• _Task directions_: Word for word, restate every record, though not the pictures.

··· Provided data ···

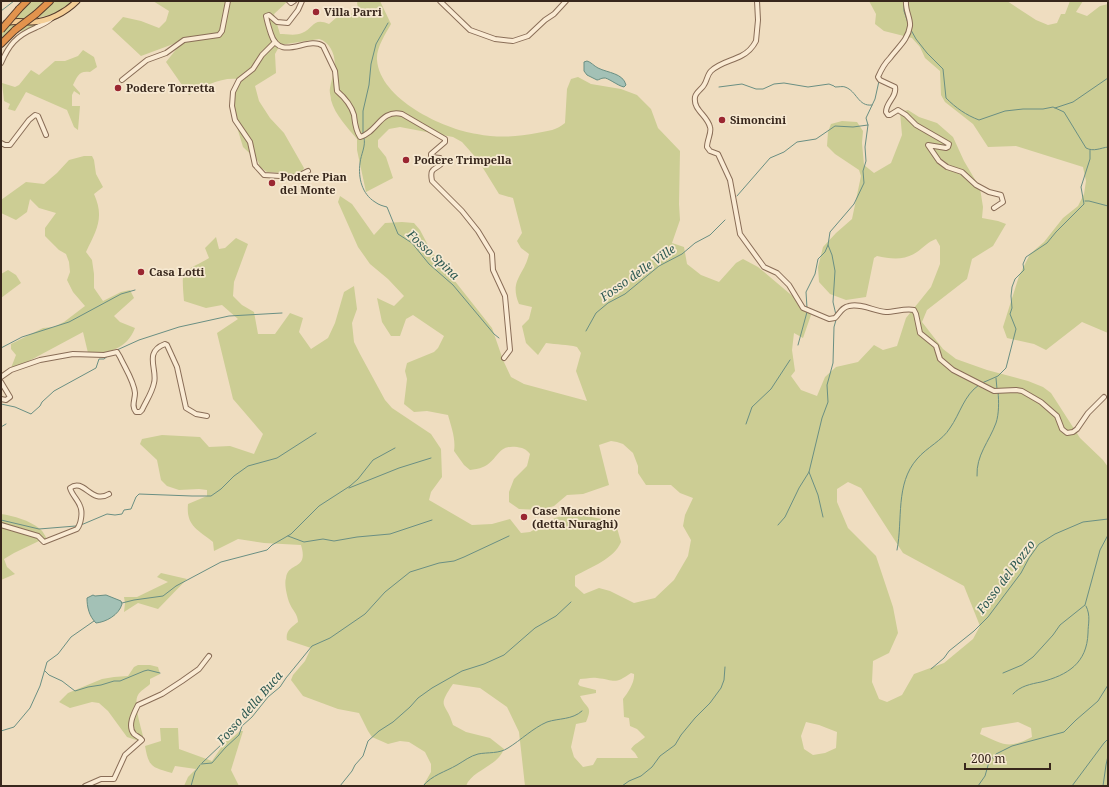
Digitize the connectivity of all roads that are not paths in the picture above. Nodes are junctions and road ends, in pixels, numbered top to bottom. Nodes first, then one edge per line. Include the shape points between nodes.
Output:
1 (27, 1) edge
2 (50, 1) edge
3 (77, 1) edge
4 (228, 1) edge
5 (289, 1) edge
6 (294, 1) edge
7 (302, 1) edge
8 (440, 1) edge
9 (566, 1) edge
10 (757, 1) edge
11 (906, 1) edge
12 (53, 17) junction
13 (1, 26) edge
14 (1, 30) edge
15 (274, 42) junction
16 (1, 44) edge
17 (1, 63) edge
18 (122, 80) dead end
19 (46, 135) dead end
20 (1, 143) edge
21 (308, 171) dead end
22 (994, 208) dead end
23 (504, 358) dead end
24 (1, 376) edge
25 (1, 382) edge
26 (1104, 397) dead end
27 (1, 399) edge
28 (207, 416) dead end
29 (109, 494) dead end
30 (1, 525) edge
31 (209, 656) dead end
32 (85, 786) edge

1 - 14 highway, bridge
2 - 16 highway, bridge
3 - 12 main road
4 - 18 street via 222,32 219,35 184,40 166,53 147,60
5 - 6 street
7 - 15 street via 288,23 276,22 266,16
8 - 9 street via 470,30 507,41 528,36
10 - 26 street via 756,41 742,55 712,71 695,99 697,109 707,118 710,128 707,147 718,154 730,180 739,233 764,267 777,273 785,281 803,308 829,319 835,318 842,309 849,306 882,312 914,310 920,334 936,346 940,358 953,370 994,391 1022,391 1041,402 1057,416 1062,429 1067,432 1072,433 1077,429
11 - 22 street via 910,24 907,36 878,77 896,87 886,112 890,115 898,110 916,125 949,144 946,148 928,145 931,152 947,167 962,172 989,192 1001,195 1003,202
12 - 13 main road via 38,22 14,21
12 - 17 street via 15,39
15 - 21 street via 253,69 239,80 233,92 232,106 236,120 250,142 255,165 264,175 296,177
15 - 23 street via 287,47 313,43 323,46 335,71 336,91 345,98 353,113 360,137 366,135 388,114 396,112 445,139 430,155 440,158 443,162 432,170 432,181 470,221 492,254 493,270 505,296 510,350
19 - 20 street via 38,116 35,115 28,120 10,145 5,146
24 - 28 street via 26,364 47,358 117,352 134,388 134,410 140,412 155,381 153,358 164,344 167,345 177,367 186,408 196,414
25 - 27 street via 10,397
29 - 30 street via 97,497 81,487 72,486 70,488 81,510 79,526 44,542 38,536
31 - 32 street via 199,670 162,694 138,705 131,729 142,740 125,755 114,779 101,779

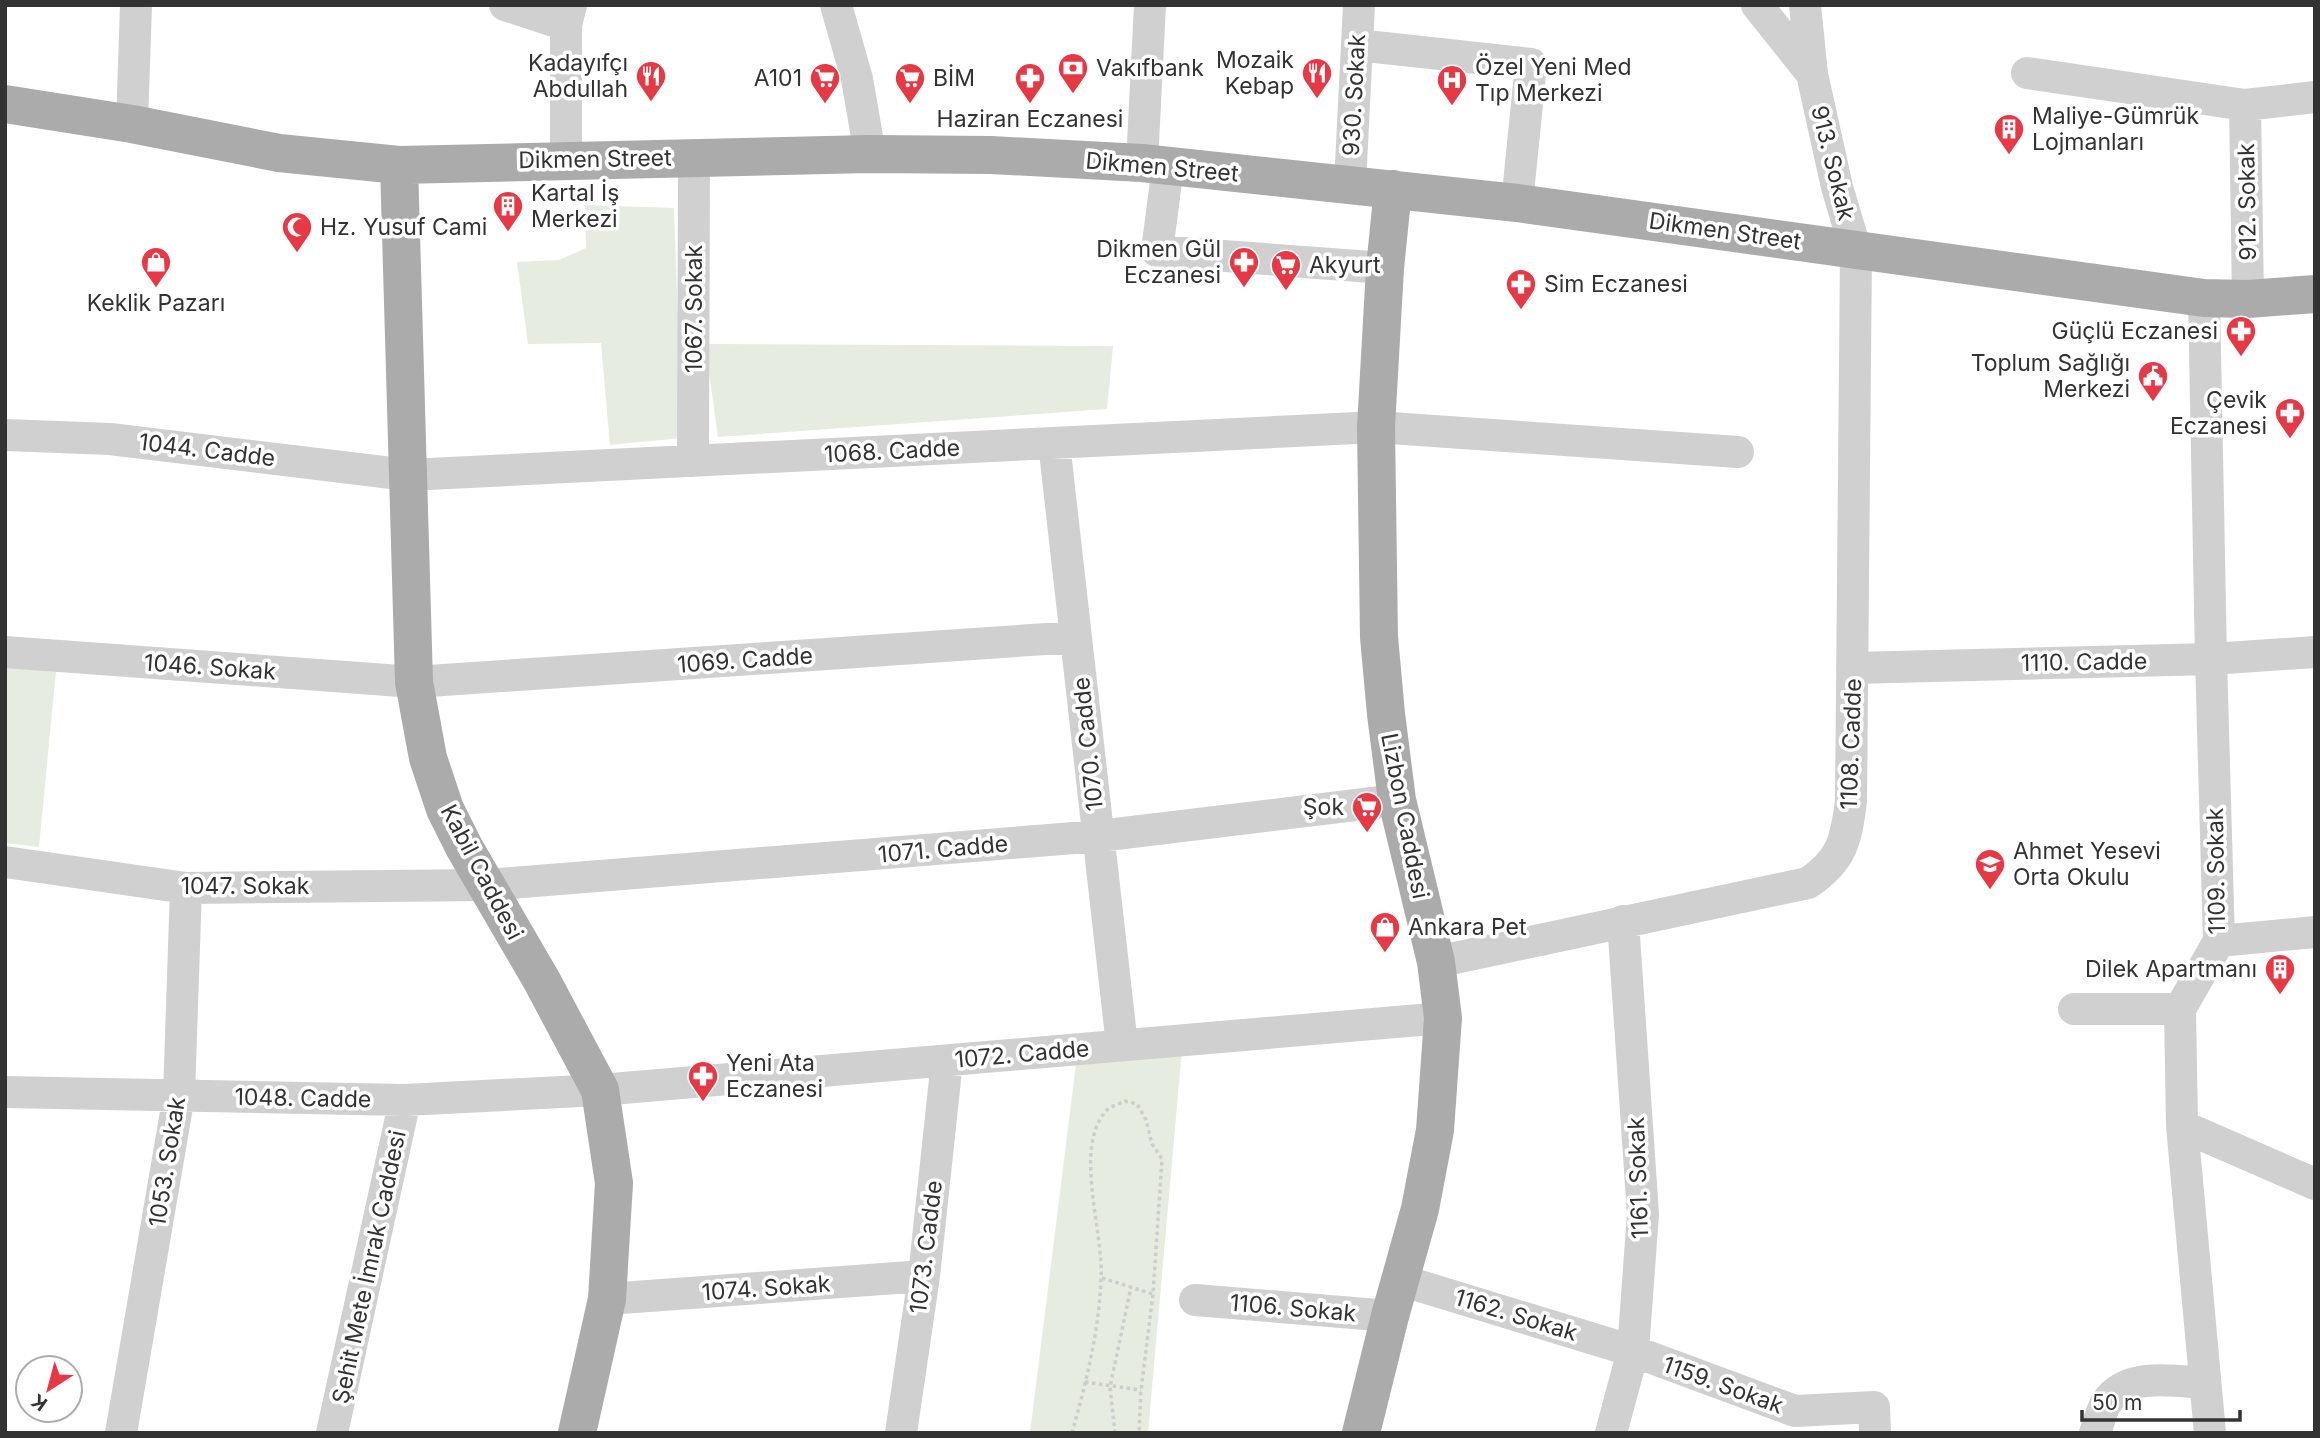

···

• _Reply_:
Digitize the connectivity of all roads that are not paths in the picture above. Nodes are junctions and road ends, in pixels, numbered top to bottom. Nodes first, then one edge per line. Include the shape points between nodes.
Output:
1 (27, 1) edge
2 (50, 1) edge
3 (77, 1) edge
4 (228, 1) edge
5 (289, 1) edge
6 (294, 1) edge
7 (302, 1) edge
8 (440, 1) edge
9 (566, 1) edge
10 (757, 1) edge
11 (906, 1) edge
12 (53, 17) junction
13 (1, 26) edge
14 (1, 30) edge
15 (274, 42) junction
16 (1, 44) edge
17 (1, 63) edge
18 (122, 80) dead end
19 (46, 135) dead end
20 (1, 143) edge
21 (308, 171) dead end
22 (994, 208) dead end
23 (504, 358) dead end
24 (1, 376) edge
25 (1, 382) edge
26 (1104, 397) dead end
27 (1, 399) edge
28 (207, 416) dead end
29 (109, 494) dead end
30 (1, 525) edge
31 (209, 656) dead end
32 (85, 786) edge

1 - 14 highway, bridge
2 - 16 highway, bridge
3 - 12 main road
4 - 18 street via 222,32 219,35 184,40 166,53 147,60
5 - 6 street
7 - 15 street via 288,23 276,22 266,16
8 - 9 street via 470,30 507,41 528,36
10 - 26 street via 756,41 742,55 712,71 695,99 697,109 707,118 710,128 707,147 718,154 730,180 739,233 764,267 777,273 785,281 803,308 829,319 835,318 842,309 849,306 882,312 914,310 920,334 936,346 940,358 953,370 994,391 1022,391 1041,402 1057,416 1062,429 1067,432 1072,433 1077,429
11 - 22 street via 910,24 907,36 878,77 896,87 886,112 890,115 898,110 916,125 949,144 946,148 928,145 931,152 947,167 962,172 989,192 1001,195 1003,202
12 - 13 main road via 38,22 14,21
12 - 17 street via 15,39
15 - 21 street via 253,69 239,80 233,92 232,106 236,120 250,142 255,165 264,175 296,177
15 - 23 street via 287,47 313,43 323,46 335,71 336,91 345,98 353,113 360,137 366,135 388,114 396,112 445,139 430,155 440,158 443,162 432,170 432,181 470,221 492,254 493,270 505,296 510,350
19 - 20 street via 38,116 35,115 28,120 10,145 5,146
24 - 28 street via 26,364 47,358 117,352 134,388 134,410 140,412 155,381 153,358 164,344 167,345 177,367 186,408 196,414
25 - 27 street via 10,397
29 - 30 street via 97,497 81,487 72,486 70,488 81,510 79,526 44,542 38,536
31 - 32 street via 199,670 162,694 138,705 131,729 142,740 125,755 114,779 101,779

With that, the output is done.